- Given data -
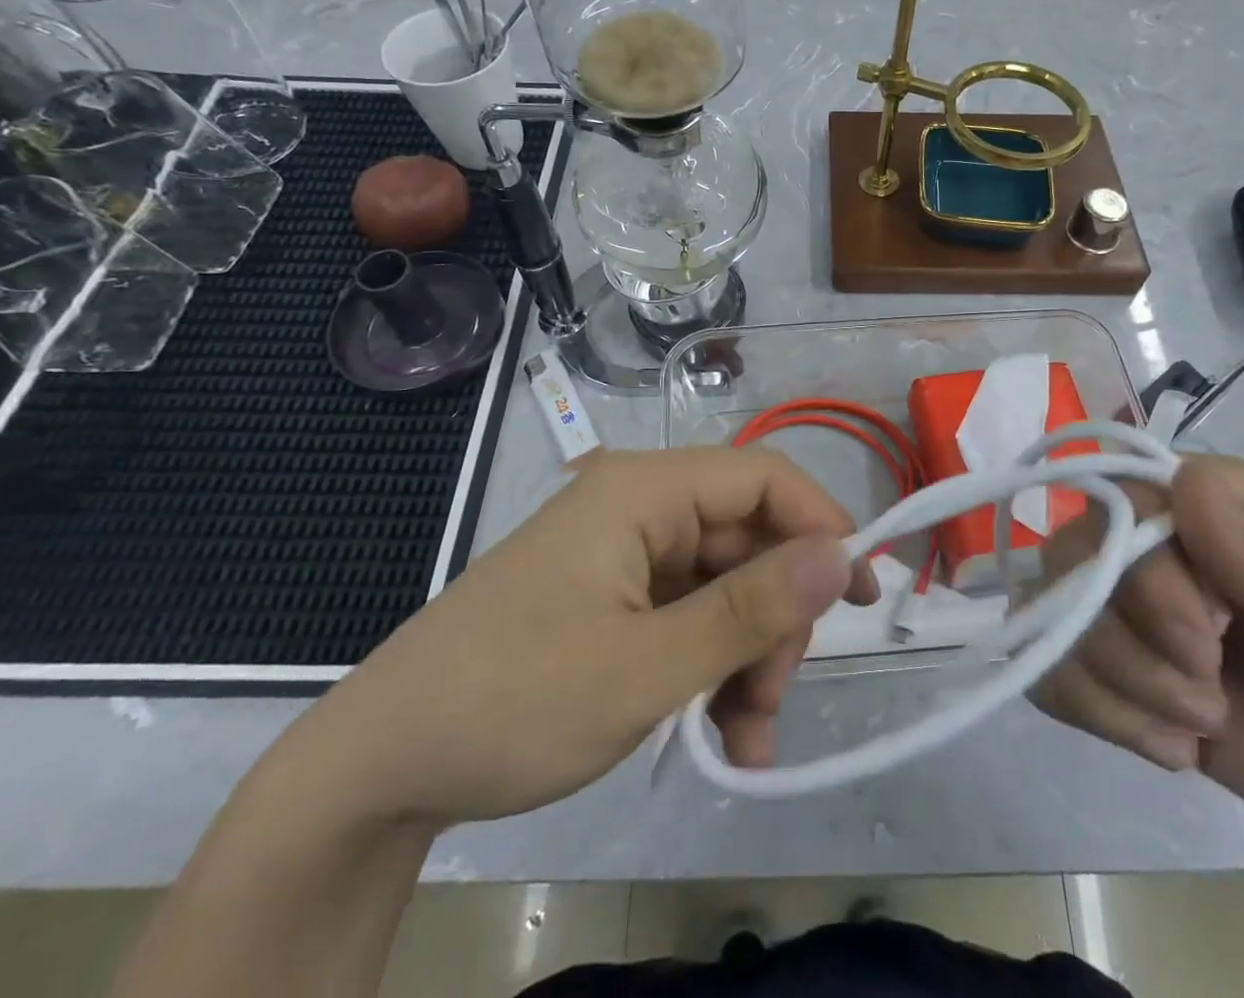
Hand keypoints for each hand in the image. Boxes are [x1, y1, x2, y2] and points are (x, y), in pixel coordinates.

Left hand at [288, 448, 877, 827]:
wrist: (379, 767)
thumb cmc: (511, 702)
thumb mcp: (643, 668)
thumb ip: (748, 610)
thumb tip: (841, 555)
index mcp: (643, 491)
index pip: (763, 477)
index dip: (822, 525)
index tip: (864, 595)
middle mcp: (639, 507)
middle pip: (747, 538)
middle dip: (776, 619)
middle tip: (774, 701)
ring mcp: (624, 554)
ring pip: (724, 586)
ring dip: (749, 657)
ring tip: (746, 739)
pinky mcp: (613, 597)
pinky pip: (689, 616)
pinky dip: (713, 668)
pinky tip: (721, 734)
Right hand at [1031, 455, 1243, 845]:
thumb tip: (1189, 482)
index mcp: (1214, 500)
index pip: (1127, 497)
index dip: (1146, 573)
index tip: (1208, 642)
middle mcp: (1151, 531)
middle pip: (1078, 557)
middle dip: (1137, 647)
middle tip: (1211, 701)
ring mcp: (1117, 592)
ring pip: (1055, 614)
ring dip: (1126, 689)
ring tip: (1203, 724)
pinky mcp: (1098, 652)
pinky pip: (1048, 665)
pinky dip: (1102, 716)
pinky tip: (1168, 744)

...

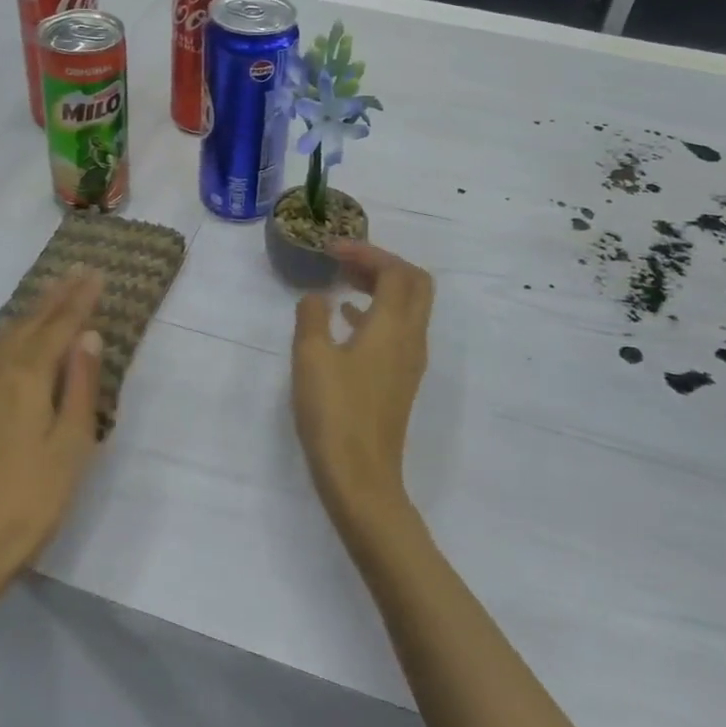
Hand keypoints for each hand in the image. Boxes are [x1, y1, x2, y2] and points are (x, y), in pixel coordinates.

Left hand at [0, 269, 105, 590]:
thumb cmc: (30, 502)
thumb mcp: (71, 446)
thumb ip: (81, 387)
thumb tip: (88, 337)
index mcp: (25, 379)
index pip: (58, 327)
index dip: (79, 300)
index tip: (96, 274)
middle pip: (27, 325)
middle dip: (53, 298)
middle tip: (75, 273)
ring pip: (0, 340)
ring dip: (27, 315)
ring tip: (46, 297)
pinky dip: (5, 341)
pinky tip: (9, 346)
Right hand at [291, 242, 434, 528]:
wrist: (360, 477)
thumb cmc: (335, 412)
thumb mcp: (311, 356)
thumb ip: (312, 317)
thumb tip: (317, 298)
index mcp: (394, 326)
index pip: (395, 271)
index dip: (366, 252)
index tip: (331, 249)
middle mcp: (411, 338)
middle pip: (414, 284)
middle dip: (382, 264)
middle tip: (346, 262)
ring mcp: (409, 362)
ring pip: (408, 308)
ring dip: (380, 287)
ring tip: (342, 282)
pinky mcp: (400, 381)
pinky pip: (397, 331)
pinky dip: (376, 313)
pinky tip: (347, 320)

- Assignment -
Proceeding from the line containing "middle mcp: (1151, 531)" through the line containing "pinky dip: (1102, 716)", transcribe the lines above exactly, both end lines included.

- Output for this task -
middle mcp: (1151, 531)
middle pip: (1078, 557)
middle dip: (1137, 647)
middle tip: (1211, 701)
ring mcp: (1117, 592)
ring pip: (1055, 614)
ring dip: (1126, 689)
ring tip: (1203, 724)
pinky mcp: (1098, 652)
pinky pip: (1048, 665)
pinky dip: (1102, 716)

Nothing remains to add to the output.